For over a year now The Fine Ale Countdown podcast has been assessing the relative merits of the world's beers, one at a time. Each beer gets a numerical score, resulting in a league table, and attention tends to be paid more to the upper end of it, especially the hallowed top five. But every league table has to have an arse end and I don't know exactly what's in the lower reaches of this one (update: now I do), although two beers do get mentioned regularly as being especially unpleasant, and they're two I had never tasted until I went out and made a point of finding them.
One is Wolf Rock, from Molson Coors's craftish sub-brand Sharp's, which the guys reviewed back in their first ever episode. It's a red IPA and widely available in supermarkets, which is where I found mine. "Sharp's, Rock, Cornwall" says the label, along with an explanation of where in Cornwall Wolf Rock is, and the small print that says it's actually brewed up north in Cheshire. I'm not predisposed to liking red IPAs and that bit of flim-flam didn't help.
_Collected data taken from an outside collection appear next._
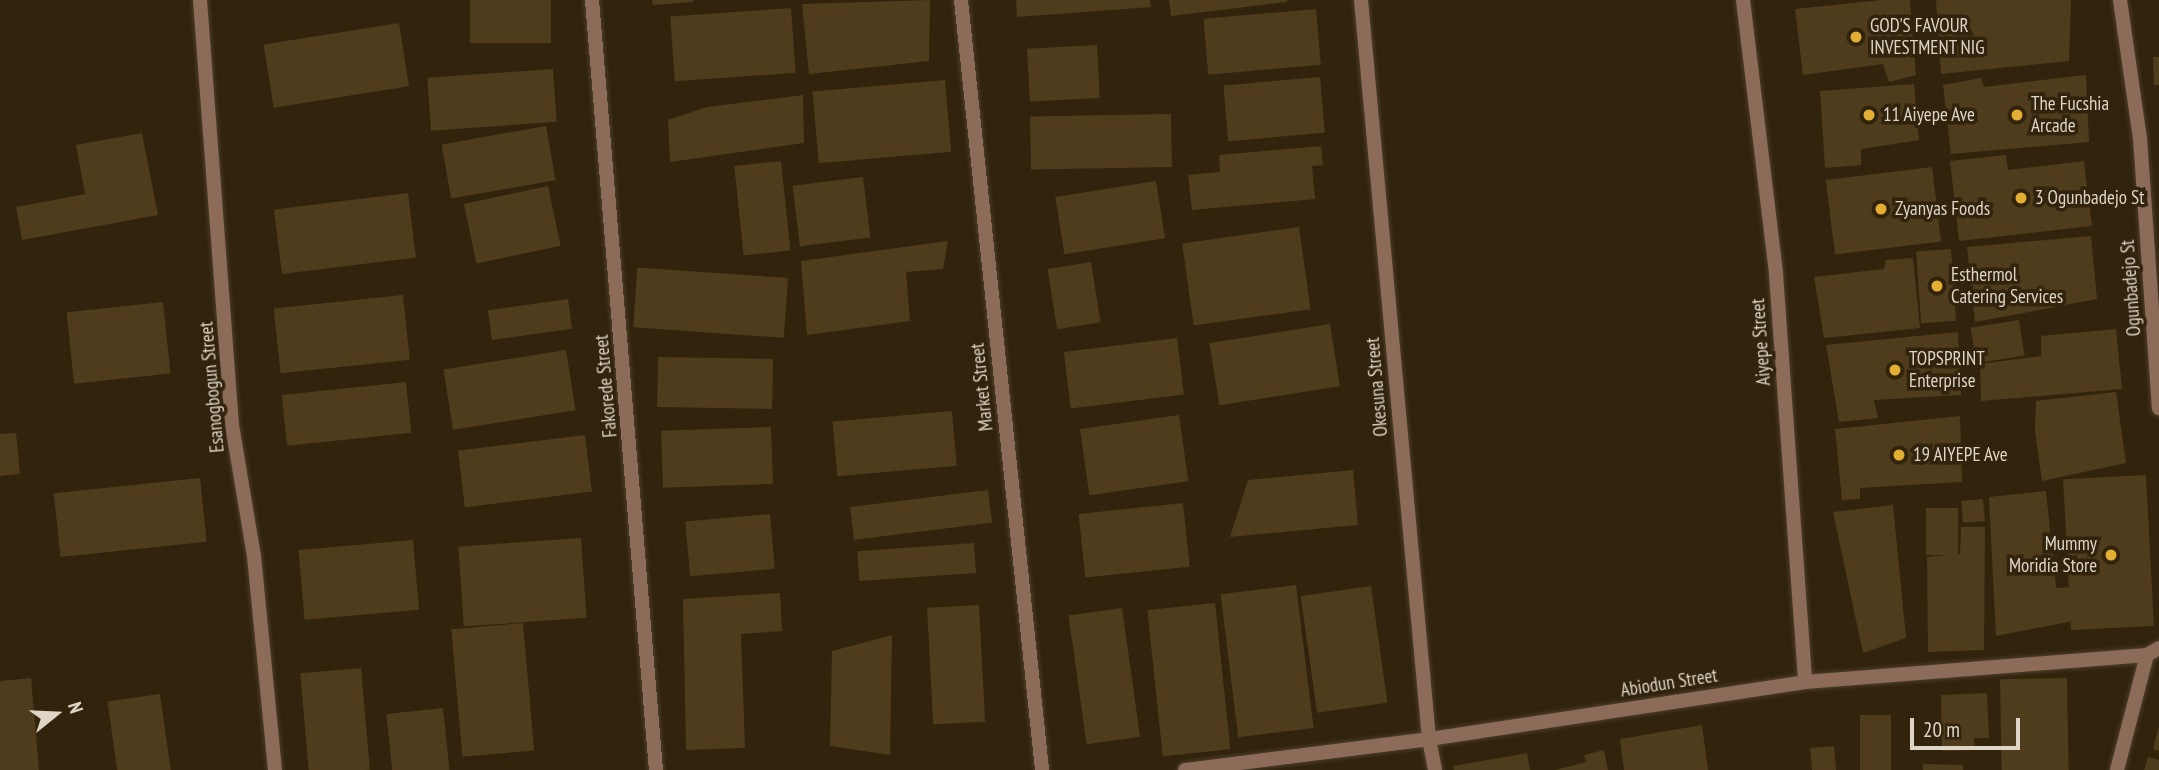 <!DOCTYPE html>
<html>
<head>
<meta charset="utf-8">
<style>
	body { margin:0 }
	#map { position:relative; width:2159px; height:770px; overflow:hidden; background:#31230c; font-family:"PT Sans Narrow",sans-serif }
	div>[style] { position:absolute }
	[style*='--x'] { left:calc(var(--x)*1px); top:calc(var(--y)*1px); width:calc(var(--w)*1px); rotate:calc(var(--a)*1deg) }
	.building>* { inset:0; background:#4f3c1d; transform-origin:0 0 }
	.roads { filter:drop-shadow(0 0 2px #4d3f2a) drop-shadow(0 0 2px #4d3f2a) }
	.street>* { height:14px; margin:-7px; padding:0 7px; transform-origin:7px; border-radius:7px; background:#8c6b58 }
	.dots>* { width:19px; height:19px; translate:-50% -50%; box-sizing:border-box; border:4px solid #31230c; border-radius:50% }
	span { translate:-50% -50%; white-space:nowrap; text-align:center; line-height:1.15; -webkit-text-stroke:7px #31230c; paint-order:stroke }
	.poi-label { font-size:19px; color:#ded5c7 }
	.left { translate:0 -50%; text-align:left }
	.right { translate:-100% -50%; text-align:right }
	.street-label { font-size:19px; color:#ded5c7 }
	.north { position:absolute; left:21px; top:679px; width:70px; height:70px; -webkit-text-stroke:5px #31230c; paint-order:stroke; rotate:72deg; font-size:19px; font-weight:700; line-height:28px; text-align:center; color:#ded5c7 }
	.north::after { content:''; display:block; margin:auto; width:24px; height:32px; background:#ded5c7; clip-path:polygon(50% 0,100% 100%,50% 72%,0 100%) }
	.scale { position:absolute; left:1910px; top:718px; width:110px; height:32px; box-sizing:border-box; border:4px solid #ded5c7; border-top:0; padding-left:9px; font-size:21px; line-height:24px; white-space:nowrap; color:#ded5c7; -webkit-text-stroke:5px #31230c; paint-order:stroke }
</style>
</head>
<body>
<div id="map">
	<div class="building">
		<div style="left:470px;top:0;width:81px;height:43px"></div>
		<div style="clip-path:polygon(652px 0,693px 0,693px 2px,653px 5px)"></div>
		<div style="clip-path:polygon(930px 0,929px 61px,809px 74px,802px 4px)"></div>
		<div style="clip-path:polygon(1016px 0,1150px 0,1151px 7px,1017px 17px)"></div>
		<div style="clip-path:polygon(1169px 0,1287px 0,1287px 2px,1171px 16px)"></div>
		<div style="clip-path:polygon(1882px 0,1910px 0,1916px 75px,1889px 82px,1883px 64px,1803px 75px,1795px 9px)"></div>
		<div style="clip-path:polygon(1936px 0,2071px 0,2069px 61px,1941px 74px)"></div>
		<div style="left:791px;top:8px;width:65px;height:121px;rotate:86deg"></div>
		<div style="left:1316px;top:9px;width:56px;height:113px;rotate:85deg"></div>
		<div style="left:399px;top:23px;width:64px;height:137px;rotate:81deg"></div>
		<div style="left:1097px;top:45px;width:53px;height:70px;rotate:87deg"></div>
		<div style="clip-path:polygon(2153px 57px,2159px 57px,2159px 85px,2154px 85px)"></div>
		<div style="left:553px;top:69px;width:53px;height:126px;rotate:86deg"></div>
		<div style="clip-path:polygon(2086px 75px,2089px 142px,1951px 154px,1943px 85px,1981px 78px,1984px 87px)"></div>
		<div style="left:1320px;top:77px;width:56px;height:97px;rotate:85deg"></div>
		<div style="left:945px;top:80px;width:72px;height:133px;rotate:85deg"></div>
		<div style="clip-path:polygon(1914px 84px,1919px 140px,1861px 149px,1861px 165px,1825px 168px,1820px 91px)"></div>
		<div style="clip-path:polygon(803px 95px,804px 143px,670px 162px,668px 120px,707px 107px)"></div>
		<div style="left:1171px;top:114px;width:53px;height:141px;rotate:89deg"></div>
		<div style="left:546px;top:126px;width:55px;height:106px;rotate:80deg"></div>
		<div style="clip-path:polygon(142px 133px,158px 215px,22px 240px,16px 207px,85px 194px,76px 145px)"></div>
		<div style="clip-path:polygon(1321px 146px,1323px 165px,1312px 166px,1315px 199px,1192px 210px,1188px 175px,1220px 172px,1219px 155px)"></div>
		<div style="clip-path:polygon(2006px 155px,2008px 170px,2084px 161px,2092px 226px,1959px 241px,1950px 161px)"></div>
		<div style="left:781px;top:161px;width:90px;height:47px;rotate:84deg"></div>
		<div style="left:1932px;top:167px;width:75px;height:107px;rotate:83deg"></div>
		<div style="left:863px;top:177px;width:61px;height:71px;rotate:83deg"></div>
		<div style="left:1156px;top:181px;width:58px;height:102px;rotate:81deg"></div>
		<div style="left:548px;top:186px;width:61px;height:86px;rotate:78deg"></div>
		<div style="left:408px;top:193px;width:65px;height:135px;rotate:83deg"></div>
		<div style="left:1299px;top:227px;width:83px;height:118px;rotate:82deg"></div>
		<div style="clip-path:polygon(2091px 236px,2097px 299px,1975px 322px,1967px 247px)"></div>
		<div style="clip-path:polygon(948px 241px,943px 269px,906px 272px,910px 321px,807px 335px,801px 261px)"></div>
		<div style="left:1951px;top:249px;width:72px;height:35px;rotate:86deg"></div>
		<div style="clip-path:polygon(1913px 258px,1920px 328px,1824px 338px,1814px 277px,1884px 269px,1886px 260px)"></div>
		<div style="left:1091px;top:262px;width:61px;height:44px;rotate:81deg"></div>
		<div style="left:788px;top:278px;width:60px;height:151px;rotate:94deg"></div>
		<div style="left:403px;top:295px;width:65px;height:130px;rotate:84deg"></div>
		<div style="left:568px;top:299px;width:30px;height:81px;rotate:82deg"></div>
		<div style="left:163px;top:302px;width:72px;height:97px;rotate:84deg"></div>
		<div style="left:2019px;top:320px;width:36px;height:49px;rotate:81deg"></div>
		<div style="left:1330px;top:324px;width:63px;height:122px;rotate:81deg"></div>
		<div style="clip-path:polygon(2116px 329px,2122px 389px,1981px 401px,1980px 364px,2041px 356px,2041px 336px)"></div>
		<div style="clip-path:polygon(1958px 332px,1961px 395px,1874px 400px,1878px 418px,1839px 422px,1826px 345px)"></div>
		<div style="left:1177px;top:338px;width:57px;height:114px;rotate:83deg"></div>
		<div style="left:566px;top:350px;width:61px;height:124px;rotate:81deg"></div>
		<div style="left:773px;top:359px;width:50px;height:115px;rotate:91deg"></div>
		<div style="left:406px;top:382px;width:51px;height:125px;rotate:84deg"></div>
		<div style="clip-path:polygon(2116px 392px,2126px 463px,2042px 481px,2035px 431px,2036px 401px)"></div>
		<div style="left:952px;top:411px;width:55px;height:120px;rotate:85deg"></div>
		<div style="left:1179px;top:415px;width:67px;height:100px;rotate:82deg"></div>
		<div style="clip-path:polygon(1960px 416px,1962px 482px,1860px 488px,1860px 499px,1842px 500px,1835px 429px)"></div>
		<div style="left:771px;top:427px;width:57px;height:110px;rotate:88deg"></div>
		<div style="clip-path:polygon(16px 433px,20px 474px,0 476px,0 434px)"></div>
		<div style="left:585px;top:435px;width:57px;height:128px;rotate:83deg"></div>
		<div style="clip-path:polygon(1353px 470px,1358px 525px,1230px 537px,1248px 480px)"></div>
		<div style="left:2146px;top:475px;width:151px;height:83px;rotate:87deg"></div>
		<div style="left:200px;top:478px;width:64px;height:147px;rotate:84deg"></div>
		<div style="left:988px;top:490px;width:33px;height:139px;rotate:83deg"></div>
		<div style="clip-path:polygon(2046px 491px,2056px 588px,2071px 587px,2073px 621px,1996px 636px,1989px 497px)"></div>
		<div style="left:1983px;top:499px;width:22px;height:22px;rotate:85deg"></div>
		<div style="left:1183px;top:503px;width:64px;height:105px;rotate:84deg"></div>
		<div style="clip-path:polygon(1893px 505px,1906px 638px,1863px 653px,1833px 512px)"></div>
		<div style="left:1926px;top:508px;width:32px;height:47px"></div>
		<div style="left:770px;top:514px;width:55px;height:85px;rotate:85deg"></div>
		<div style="clip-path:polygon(1961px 527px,1985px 527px,1984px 650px,1928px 652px,1927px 557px,1960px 554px)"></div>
		<div style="left:581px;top:538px;width:80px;height:123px;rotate:86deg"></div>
		<div style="left:413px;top:540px;width:70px;height:115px;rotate:85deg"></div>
		<div style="left:974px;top:543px;width:30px;height:117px;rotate:86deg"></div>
		<div style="left:1296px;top:585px;width:144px;height:76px;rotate:83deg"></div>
		<div style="left:1371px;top:586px;width:118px;height:71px;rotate:82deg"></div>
		<div style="clip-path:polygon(780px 593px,782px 631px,741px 634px,745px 748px,686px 750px,683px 599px)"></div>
		<div style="left:1215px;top:603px;width:147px;height:68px;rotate:84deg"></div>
		<div style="left:979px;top:605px;width:117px;height:52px;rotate:87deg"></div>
		<div style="left:1122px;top:608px;width:130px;height:54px;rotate:82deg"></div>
		<div style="left:523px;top:623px;width:128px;height:72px;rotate:85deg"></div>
		<div style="clip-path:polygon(892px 635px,890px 755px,830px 746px,832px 651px)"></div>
		<div style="left:361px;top:668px;width:102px;height:61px;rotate:85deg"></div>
		<div style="clip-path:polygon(31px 678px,39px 770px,0 770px,0 681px)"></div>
		<div style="left:2067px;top:678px;width:92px;height:67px;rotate:89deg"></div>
		<div style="clip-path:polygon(1987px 693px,1989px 738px,1974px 738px,1975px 750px,1942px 751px,1941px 695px)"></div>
		<div style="left:160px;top:694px;width:77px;height:53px;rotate:82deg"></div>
		<div style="left:443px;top:708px;width:62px;height:57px;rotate:84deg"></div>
		<div style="left:1860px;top:715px;width:31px;height:55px"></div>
		<div style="clip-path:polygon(1702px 725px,1708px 770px,1624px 770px,1620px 739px)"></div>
		<div style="clip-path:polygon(2159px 726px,2159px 751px,2153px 749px)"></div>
		<div style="left:1834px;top:746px;width:24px;height:24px;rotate:85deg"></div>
		<div style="clip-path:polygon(1604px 750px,1608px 770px,1555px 770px,1586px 762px,1584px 755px)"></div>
		<div style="clip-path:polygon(1527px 753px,1530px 770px,1454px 770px,1453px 766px)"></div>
		<div style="clip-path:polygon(2148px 757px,2159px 760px,2159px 770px,2144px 770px)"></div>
		<div style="clip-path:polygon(1923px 764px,1963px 765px,1963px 770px,1923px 770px)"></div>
	</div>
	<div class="roads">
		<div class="street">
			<div style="--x:200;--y:0;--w:426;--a:85.7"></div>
			<div style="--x:232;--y:425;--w:133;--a:80.5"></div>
			<div style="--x:254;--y:556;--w:215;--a:84.4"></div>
			<div style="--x:592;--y:0;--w:773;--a:85.25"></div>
			<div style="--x:961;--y:0;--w:774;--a:83.99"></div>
			<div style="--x:1361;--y:0;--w:742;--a:84.74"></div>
			<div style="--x:1429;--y:739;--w:32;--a:79"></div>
			<div style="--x:1743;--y:0;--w:276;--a:83.1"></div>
			<div style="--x:1776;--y:274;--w:409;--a:85.9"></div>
			<div style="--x:2120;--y:0;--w:139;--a:81.8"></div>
			<div style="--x:2140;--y:138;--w:271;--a:86"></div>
			<div style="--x:1185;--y:770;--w:246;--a:-7.2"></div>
			<div style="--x:1429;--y:739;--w:380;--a:-8.6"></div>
			<div style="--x:1805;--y:682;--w:343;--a:-4.5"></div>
			<div style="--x:2147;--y:655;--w:14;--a:-30"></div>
			<div style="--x:2117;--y:770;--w:119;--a:-75.4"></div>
		</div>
	</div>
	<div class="dots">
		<div style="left:1856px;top:37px;background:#e3ae34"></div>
		<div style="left:1869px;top:115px;background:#e3ae34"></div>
		<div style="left:2017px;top:115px;background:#e3ae34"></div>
		<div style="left:2021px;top:198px;background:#e3ae34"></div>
		<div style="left:1881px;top:209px;background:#e3ae34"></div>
		<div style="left:1937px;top:286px;background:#e3ae34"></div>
		<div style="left:1895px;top:370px;background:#e3ae34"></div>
		<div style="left:1899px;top:455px;background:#e3ae34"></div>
		<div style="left:2111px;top:555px;background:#e3ae34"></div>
	</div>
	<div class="poi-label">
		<span class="left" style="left:1870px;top:37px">GOD'S FAVOUR<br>INVESTMENT NIG</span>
		<span class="left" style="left:2031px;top:115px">The Fucshia<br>Arcade</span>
		<span class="left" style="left:1883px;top:115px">11 Aiyepe Ave</span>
		<span class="left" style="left:2035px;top:198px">3 Ogunbadejo St</span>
		<span class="left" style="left:1895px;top:209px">Zyanyas Foods</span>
		<span class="left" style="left:1951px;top:286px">Esthermol<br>Catering Services</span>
		<span class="left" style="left:1909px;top:370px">TOPSPRINT<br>Enterprise</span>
		<span class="left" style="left:1913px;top:455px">19 AIYEPE Ave</span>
		<span class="right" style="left:2097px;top:555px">Mummy<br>Moridia Store</span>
	</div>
	<div class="street-label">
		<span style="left:2131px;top:288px;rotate:-94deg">Ogunbadejo St</span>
		<span style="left:1761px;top:342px;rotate:-94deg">Aiyepe Street</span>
		<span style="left:606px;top:386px;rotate:-95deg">Fakorede Street</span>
		<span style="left:212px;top:387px;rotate:-95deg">Esanogbogun Street</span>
		<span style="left:982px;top:387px;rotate:-96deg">Market Street</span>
		<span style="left:1377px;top:387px;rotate:-95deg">Okesuna Street</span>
		<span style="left:1669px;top:683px;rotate:-9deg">Abiodun Street</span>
	</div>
	<div class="north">N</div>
	<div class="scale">20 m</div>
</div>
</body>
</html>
It's a dark mahogany colour, the head not sticking around for long and giving off a harshly metallic aroma, like aspirin. Again: not looking good. But the flavour isn't as bad as expected. The texture helps enormously: it's full and smooth and round, helping it slip down your gullet before your brain has registered what's happening. What's happening is a toffee sweetness rubbing indecently up against a tart fruit flavour, a bit like a toffee apple, but with the elements more blended into each other. That metallic aspirin twang is still there, and there's a raspberryade artificial fruit sweetness. All of this should be clanging together madly but it just about manages to harmonise. It's still not pleasant, though, There's a total lack of distinct hop freshness which means the letters "IPA" no more belong on the label than the word "Cornwall". The FAC guys were more than fair in their slating of this.
The other whipping boy is Siren's Pompelmocello, and I was a little surprised that this didn't go down well as the brewery generally turns out great beers. It's a bit of a confection, being a soured, fruited IPA with added lactose. I made a special trip to Alfie Byrne's to give it a go.
For some reason I was expecting it to be cloudy but it's actually a clear and innocent orange-gold colour. There's a lightly funky aroma and on tasting the sourness is definitely understated. Instead of being the main event, the acidic tartness helps accentuate the juiciness of the fruit, and I got fresh ripe mandarin flesh as the centrepiece. Behind this is a veritable fruit salad with sweet pineapple and white grape, plus a certain syrupyiness which I'm guessing is the lactose at work, and it does start to get a little sticky as it warms up. Overall, though, I absolutely loved it: it's a very good example of the sort of clean and hoppy sour beer I like. That the podcast team do not was made apparent in their round-up of the Alltech Brews festival where Eight Degrees's sublime Wayfarer sour IPA came in for a bit of stick. Each to his own, I guess.
As it happened, while I was in Alfie's they had another Siren fruit IPA on: VIPA. This one is not soured but oaked, fermented with a Belgian yeast and with added blackcurrant, raspberry and hibiscus. All that for just €6.30 a glass. None of the elements really jump out from it. It smells like a forest fruit yoghurt and the flavour has a harsh and sticky jammy quality, with a bitter metallic edge on it. There's no proper beer character anywhere, which is especially surprising given the use of Belgian yeast and the distinctive flavours that that tends to bring. Some cleaning sourness would really improve this picture, I reckon.
It turns out, then, that Siren is quite capable of taking mis-steps. Pompelmocello is definitely not one of them, however. Don't believe everything you hear on the Internet.